Ce chapitre propose que la spiritualité la plus profonde est une affaire de corps, de substances et de ritualisation joyeuse. L’extase n’est pas un détachement du monde, mais une fusion hyper-sensorielle avec lui, facilitée par des psychotropes, des échanges de fluides et des jeux de rôles maternels.

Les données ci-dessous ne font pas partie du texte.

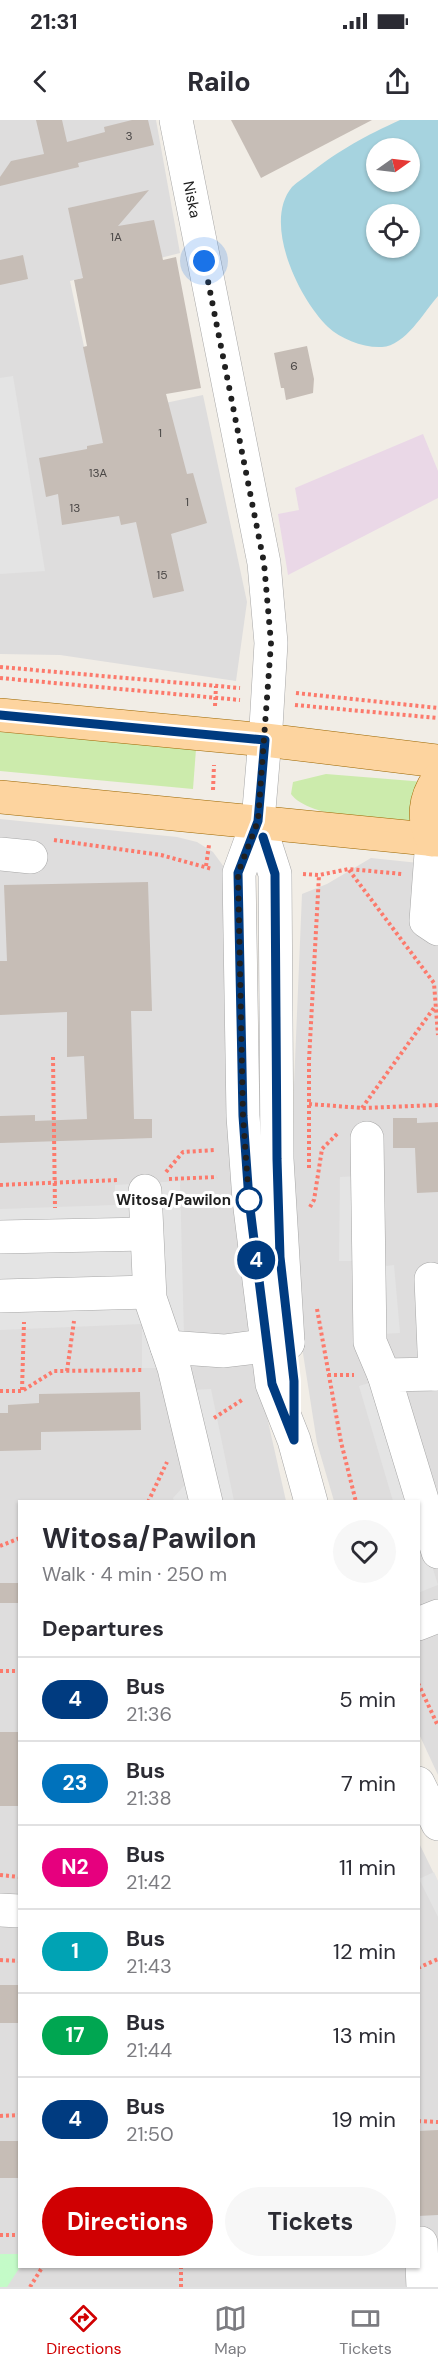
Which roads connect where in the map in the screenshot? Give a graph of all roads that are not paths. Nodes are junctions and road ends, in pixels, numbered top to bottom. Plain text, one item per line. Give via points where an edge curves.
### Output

La maternité symbolique (le « mamour ») devient un modèle d’amour nourricier, non possessif, et cyclique. Enfin, la visualisation créatrice (la seringue, le vaccin) montre que la pensée peut façonner la réalité au moment même où on la vit. Dans cette cosmologie, Gaïa est une mère vivante, et chaque acte d’amour charnel et lacté est une célébration de cette filiation universelle. La Fémunité ne se transmet pas par des dogmes, mais par des expériences initiatiques partagées, où le corps est à la fois l’autel, l’offrande et le dieu.

Suite générative

Et si les psychotropes cultivés par Fanny, activés par le lait de Jenna, avaient non seulement initié Fanny, mais aussi ouvert en elle un canal de communication direct avec la conscience de Gaïa — faisant d’elle la première « parlante » capable de traduire les volontés de la planète en mélodies et en rituels ?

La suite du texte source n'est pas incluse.